Quotes from Buffett's 2014 roundup

Mar 04, 2015
 
  • Borrowed money has no place in the investor's tool kit: Anything can happen anytime in markets. And no advisor, economist, or TV commentator--and definitely not Charlie nor I--can tell you when chaos will occur. Market forecasters will fill your ear but will never fill your wallet.
  • Investors can, by their own behavior, make stock ownership highly risky. And many do. Active trading, attempts to 'time' market movements, inadequate diversification, the payment of high and unnecessary fees to managers and advisors, and the use of borrowed money can destroy the decent returns that a life-long owner of equities would otherwise enjoy. 
  • Stock prices will always be far more volatile than cash-equivalent holdings. Over the long term, however, currency-denominated instruments are riskier investments—far riskier investments--than widely-diversified stock portfolios that are bought over time and that are owned in a manner invoking only token fees and commissions. That lesson has not customarily been taught in business schools, where volatility is almost universally used as a proxy for risk.
  • In the world of business, bad news often surfaces serially: You see a cockroach in your kitchen; as the days go by, you meet his relatives.
  • At Berkshire, we much prefer owning a non-controlling but substantial portion of a wonderful company to owning 100% of a so-so business. It's better to have a partial interest in the Hope Diamond than to own all of a rhinestone.

Our flexibility in capital allocation--our willingness to invest large sums passively in non-controlled businesses--gives us a significant advantage over companies that limit themselves to acquisitions they can operate. Our appetite for either operating businesses or passive investments doubles our chances of finding sensible uses for Berkshire's endless gusher of cash.

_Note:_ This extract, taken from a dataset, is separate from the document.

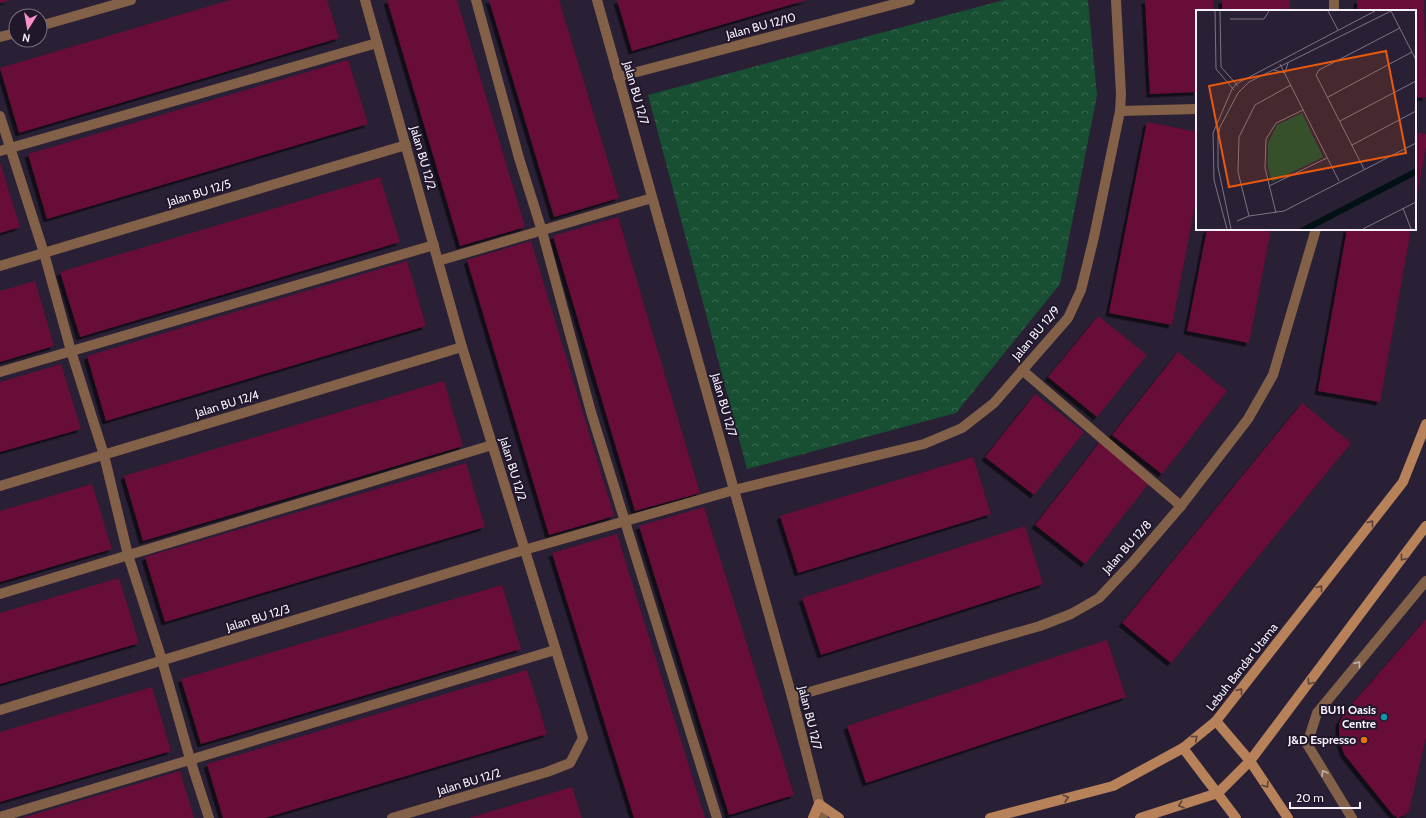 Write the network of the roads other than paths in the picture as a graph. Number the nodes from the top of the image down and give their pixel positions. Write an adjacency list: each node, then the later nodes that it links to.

  • Who has ever benefited during the past 238 years by betting against America? If you compare our country's present condition to that existing in 1776, you have to rub your eyes in wonder. In my lifetime alone, real per-capita U.S. output has sextupled. My parents could not have dreamed in 1930 of the world their son would see. Though the preachers of pessimism prattle endlessly about America's problems, I've never seen one who wishes to emigrate (though I can think of a few for whom I would happily buy a one-way ticket).
  • A sound insurance operation needs to adhere to four disciplines. It must

(1) understand all exposures that might cause a policy to incur losses;

(2) conservatively assess the likelihood of any exposure actually causing a loss and the probable cost if it does;

(3) set a premium that, on average, will deliver a profit after both prospective loss costs and operating expenses are covered; and

(4) be willing to walk away if the appropriate premium can't be obtained.

Many insurers pass the first three tests and flunk the fourth.